I am talking about a system that is designed with proper link angles in mind - this means going to a drop bracket or a long arm 4 link or radius arm system at 8+" of lift
You are telling me that in my set up I have no rotational control - I have an upper link that is ~6" above the axle centerline and two lowers that are directly behind the axle... If I disconnect any one of these points the axle can be slid all over by hand - why does this not happen on the road or the trail!
http://home.off-road.com/~wanderingwillys/xjpics/3_link/new_lowers2.jpg
Same for my traction bar in the back (ladder style) - the lower mount is on the same horizontal plane as the axle center and the upper is above and behind the axle - if it has not rotational control ho wis it that I can shatter a 5/8" bore heim joint with the throttle pedal....
Finally on my current rig I am building the lowers are above the axle itself - it has been proven over and over again it is the amount of seperation, distance and height from the frame mounting points that determine the amount of leverage the links have on the axle...
http://home.off-road.com/~wanderingwillys/xjpics/Buggy_Stuff/front1.JPG
vintagespeed
October 4th, 2003, 18:37
Anthony is running a standard short arm XJ suspension (as far as I know) and in this case there is a definite point in the suspension travel that if the lowers are mounted directly behind the tube they will not be controlling torque at all. At a point in up travel where the lower axle mount is raised to the same height as the body mount the axle will rotate forward without anything to keep it from doing so (other than the TB). The same would happen on extreme droop where the upper control arm mount lines up with the upper body mount, at this point the axle will flop backwards without any control. The second case is most likely not going to happen, cause that's alot of droop for a short arm. But it is very likely to happen on up travel.

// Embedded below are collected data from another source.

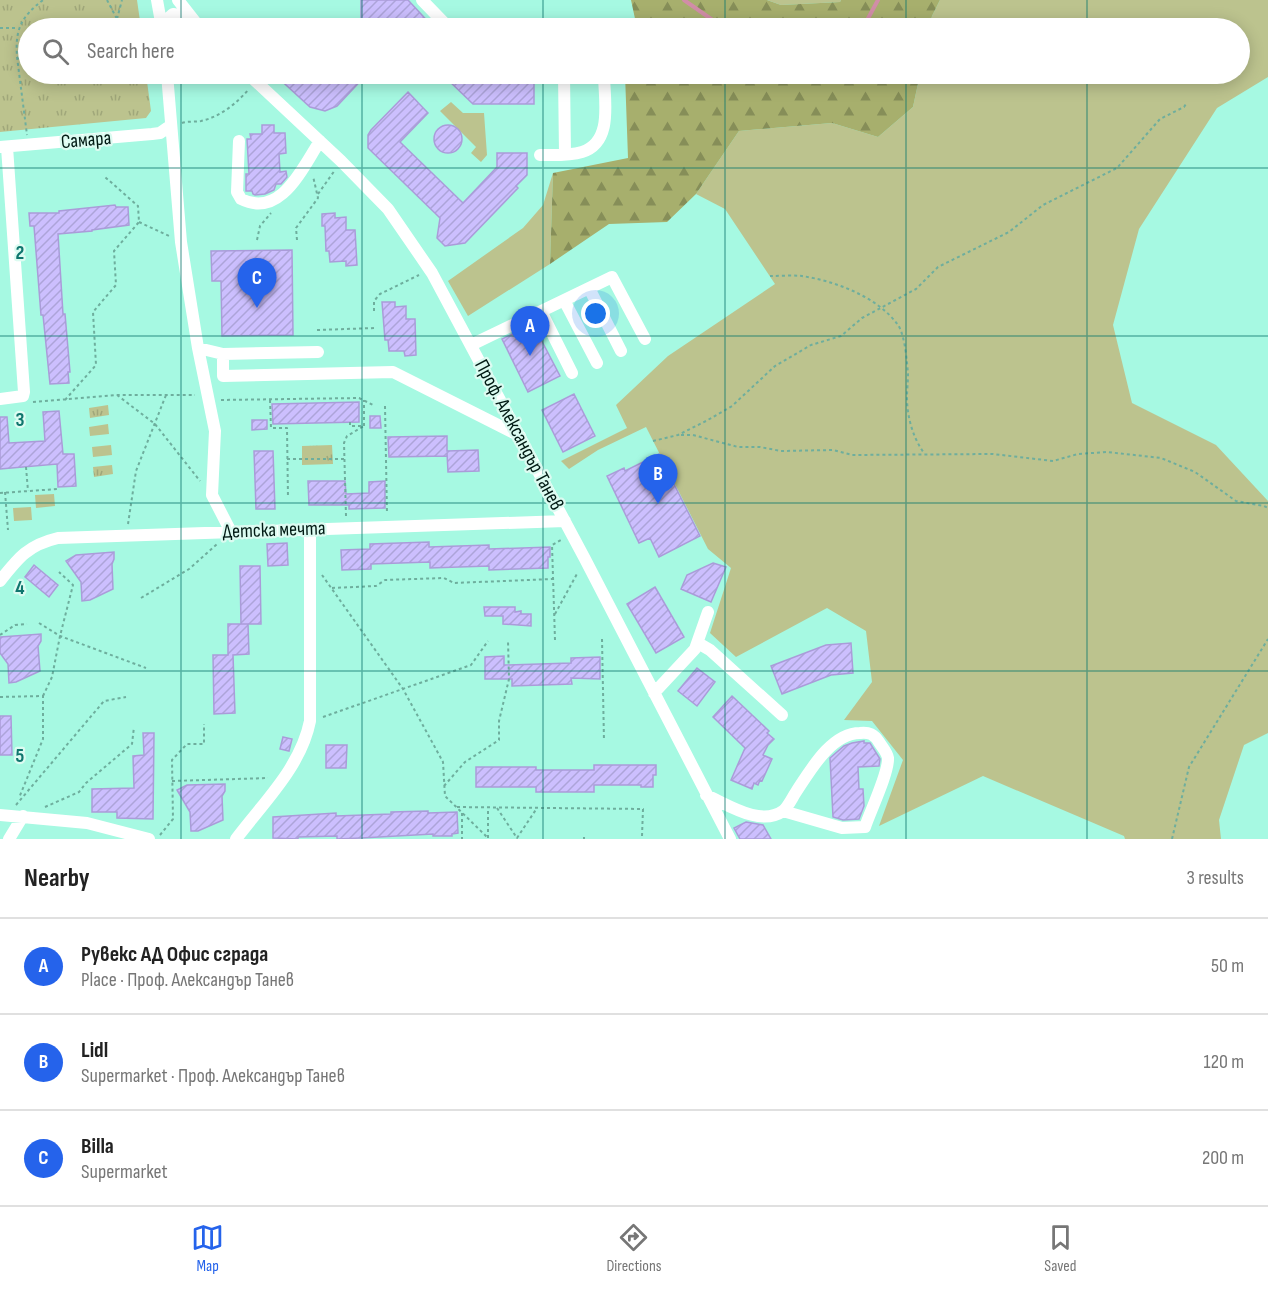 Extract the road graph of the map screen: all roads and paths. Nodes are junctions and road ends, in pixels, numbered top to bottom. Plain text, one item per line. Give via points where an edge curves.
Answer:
1 (43, 0) edge
2 (107, 0) edge
3 (122, 0) edge
4 (157, 0) edge
5 (178, 0) edge
6 (422, 0) edge
7 (25, 18) edge
8 (116, 18) edge
9 (118, 18) edge
10 (160, 18) edge
11 (168, 18) edge
12 (187, 18) edge
13 (191, 18) edge
14 (439, 18) edge
15 (0, 28) edge
16 (18, 28) joint
17 (17, 57) joint
18 (18, 65) edge
19 (20, 84) edge
20 (168, 84) edge
21 (249, 84) edge
22 (259, 84) edge
23 (564, 84) edge
24 (604, 84) edge
25 (1186, 104) dead end
26 (170, 126) junction
27 (239, 141) dead end
28 (320, 141) junction
29 (28, 145) junction
30 (3, 147) edge
31 (565, 154) junction
32 (540, 155) dead end
33 (308, 159) junction
34 (341, 161) junction
35 (105, 177) dead end
36 (318, 194) junction
37 (274, 209) dead end
38 (139, 222) junction
39 (256, 240) dead end
40 (297, 240) dead end
41 (181, 242) junction
42 (430, 272) junction
43 (770, 276) dead end
44 (589, 288) junction
45 (564, 300) junction
46 (881, 308) junction
47 (374, 311) dead end
48 (541, 311) junction
49 (375, 328) dead end
50 (317, 330) dead end
51 (645, 339) dead end
52 (471, 345) junction
53 (198, 348) junction
54 (621, 351) dead end
55 (318, 352) dead end
56 (223, 354) junction
57 (597, 363) dead end
58 (572, 374) dead end
59 (166, 394) junction
60 (117, 395) junction
61 (207, 395) junction
62 (23, 396) junction
63 (0, 399) edge
64 (65, 400) junction
65 (270, 400) junction
66 (364, 400) junction
67 (375, 406) dead end
68 (385, 406) dead end
69 (350, 422) dead end
70 (155, 424) junction
71 (364, 426) junction
72 (678, 435) junction
73 (520, 436) junction
74 (653, 441) dead end
75 (924, 453) junction
76 (287, 459) junction
77 (345, 459) junction
78 (26, 466) dead end
79 (58, 489) dead end
80 (28, 491) junction
81 (5, 492) junction
82 (0, 493) edge
83 (212, 495) junction
84 (288, 498) dead end
85 (1268, 508) edge
86 (346, 511) dead end
87 (565, 521) junction
88 (387, 527) junction
89 (310, 529) junction
90 (8, 530) dead end
91 (231, 531) junction
92 (572, 534) junction
93 (127, 536) junction
94 (310, 558) junction
95 (585, 559) junction
96 (59, 572) dead end
97 (553, 579) junction
98 (0, 581) edge
99 (332, 588) junction
100 (141, 598) dead end
101 (708, 612) dead end
102 (554, 617) junction
103 (39, 623) dead end
104 (27, 624) dead end
105 (0, 636) edge
106 (60, 636) junction
107 (602, 639) dead end
108 (1268, 639) edge
109 (508, 640) dead end
110 (555, 640) dead end
111 (488, 641) dead end
112 (698, 643) junction
113 (146, 668) dead end
114 (403, 689) junction
115 (654, 693) junction
116 (43, 696) junction
117 (0, 697) edge
118 (126, 697) dead end
119 (782, 715) dead end
120 (310, 722) junction
121 (204, 724) dead end
122 (134, 726) dead end
123 (604, 741) dead end
124 (284, 777) junction
125 (172, 781) junction
126 (444, 786) junction
127 (706, 795) junction
128 (18, 801) junction
129 (455, 807) junction
130 (488, 807) junction
131 (497, 807) junction
132 (42, 808) dead end
133 (537, 808) junction
134 (783, 811) junction
135 (462, 813) junction
136 (12, 815) edge
137 (642, 836) dead end
138 (9, 839) edge
139 (149, 839) edge
140 (156, 839) edge
141 (236, 839) edge
142 (462, 839) edge
143 (729, 839) edge
144 (1172, 839) edge

1 - 7 path
2 - 8 path
3 - 9 path
4 - 10 street
5 - 13 street
6 - 14 street
11 - 12 street via 173,14
15 - 16 path
16 - 17 path
17 - 18 path
19 - 29 path
20 - 26 street
21 - 26 path via 244,95 221,113
22 - 28 street, Проф. Александър Танев
23 - 31 street
24 - 31 street via 605,124 600,139 581,153
25 - 46 path via 1160,119 1117,168 1043,205 1009,232 938,267 916,289
26 - 29 street, Самара via 160,133
26 - 41 street
27 - 33 street via 237,192 241,199 252,203 269,202 283,195
28 - 33 street
28 - 34 street, Проф. Александър Танев
29 - 30 street, Самара
30 - 62 street
31 - 32 street
33 - 36 path
34 - 36 path
34 - 42 street, Проф. Александър Танев via 388,209
35 - 38 path via 138,206
36 - 40 path via 296,228
37 - 39 path via 260,226
38 - 41 path
38 - 64 path via 114,251 116,285 93,312 96,365
41 - 53 street
42 - 47 path via 380,294 374,301
42 - 52 street, Проф. Александър Танев
43 - 46 path via 801,276 826,282 864,296
44 - 45 street
44 - 51 street via 612,277
44 - 54 street
45 - 48 street
45 - 57 street
46 - 72 path via 841,336 811,345 775,366 732,406
46 - 75 path via 900,326 910,418 915,441
48 - 52 street
48 - 58 street
49 - 50 path
52 - 73 street, Проф. Александър Танев
53 - 56 street
53 - 61 street
55 - 56 street
56 - 73 street via 223,376 393,372
59 - 60 path
59 - 61 path
59 - 70 path
60 - 64 path
60 - 70 path
61 - 65 path via 224,401
61 - 83 street via 215,431
62 - 63 street
62 - 64 path via 34,403
65 - 66 path
65 - 76 path via 271,428 287,428
66 - 67 path
66 - 71 path
68 - 88 path
69 - 71 path via 350,426
70 - 83 path
70 - 93 path via 136,471
71 - 77 path via 347,436
72 - 74 path
72 - 75 path via 781,451 825,450 869,456
73 - 87 street, Проф. Александър Танев
75 - 85 path via 993,454 1053,461 1107,452 1161,458 1195,472 1236,501
76 - 77 path
76 - 84 path
77 - 86 path
78 - 80 path
79 - 80 path
80 - 81 path
81 - 82 path
81 - 90 path
83 - 91 street
87 - 88 street, Детска мечта
87 - 92 street, Проф. Александър Танев
88 - 89 street, Детска мечта
89 - 91 street, Детска мечта
89 - 94 street
91 - 93 street, Детска мечта
91 - 100 path via 189,569
92 - 95 street, Проф. Александър Танев
92 - 97 path via 552,545
93 - 98 street, Детска мечта via 46,541 24,552
94 - 99 path
94 - 120 street
95 - 102 path
95 - 115 street, Проф. Александър Танев
96 - 106 path via 73,585
97 - 99 path via 454,583 444,578 386,580 376,586
97 - 102 path
99 - 114 path
101 - 112 street
102 - 110 path
103 - 106 path
104 - 105 path via 15,624
106 - 113 path
106 - 116 path via 52,677
107 - 123 path
108 - 144 path via 1189,767
109 - 126 path via 509,679 499,721 499,740 465,762
111 - 114 path via 471,665
112 - 115 street
112 - 119 street
114 - 120 path
114 - 126 path via 443,762
115 - 127 street, Проф. Александър Танев
116 - 117 path
116 - 128 path via 44,740
118 - 128 path via 104,701
120 - 124 street via 300,754
121 - 125 path via 204,744 186,744 172,760
122 - 132 path via 132,744 79,792
124 - 125 path
124 - 141 street
125 - 140 path via 173,819
126 - 129 path via 445,796
127 - 134 street via 760,817
127 - 143 street, Проф. Александър Танев
128 - 136 path
129 - 130 path
129 - 135 path
130 - 131 path
130 - 135 path via 488,838
131 - 133 path
131 - 133 path via 517,838
133 - 137 path via 643,809
134 - 134 street via 828,749 853,733 871,733 877,738 887,754 887,767 865,827 842,828
135 - 142 path
136 - 138 street
136 - 139 street via 87,824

On my 3 link + TB, I had originally mounted my LCAs behind the axle this way and beyond full droop it would not control the axle at all. The point is that this loss of torque control on the axle is progressive as the axle cycles to a point that it looses ALL control of the rotation of the axle tube. This worried me to a point that I cut all my mounts off & relocated the lowers to a point below the axle centerline to avoid over-stressing them.
Matt
October 4th, 2003, 20:42
Cool - just wanted to make sure we were both on the same page - longer arm (25 - 30") is the way to go!
On that MB the links are 43" long and the uppers actually run to a higher mounting point on the axle than their original location on the frame...
On your 3 link is it a triangulated 3 link or more of a wristed radius arm style w/ panhard... Got any pics?
Matt
vintagespeed
October 4th, 2003, 21:35
I dig your flatty. Cool work. I actually recommended raising the links above the axle rather than behind it, but I realize that's beyond some peep's skills.
If I had it to do again, I would've done a triangulated 3 link & dealt with the steering issues. But my triangulated link would be on the bottom to act as a skid.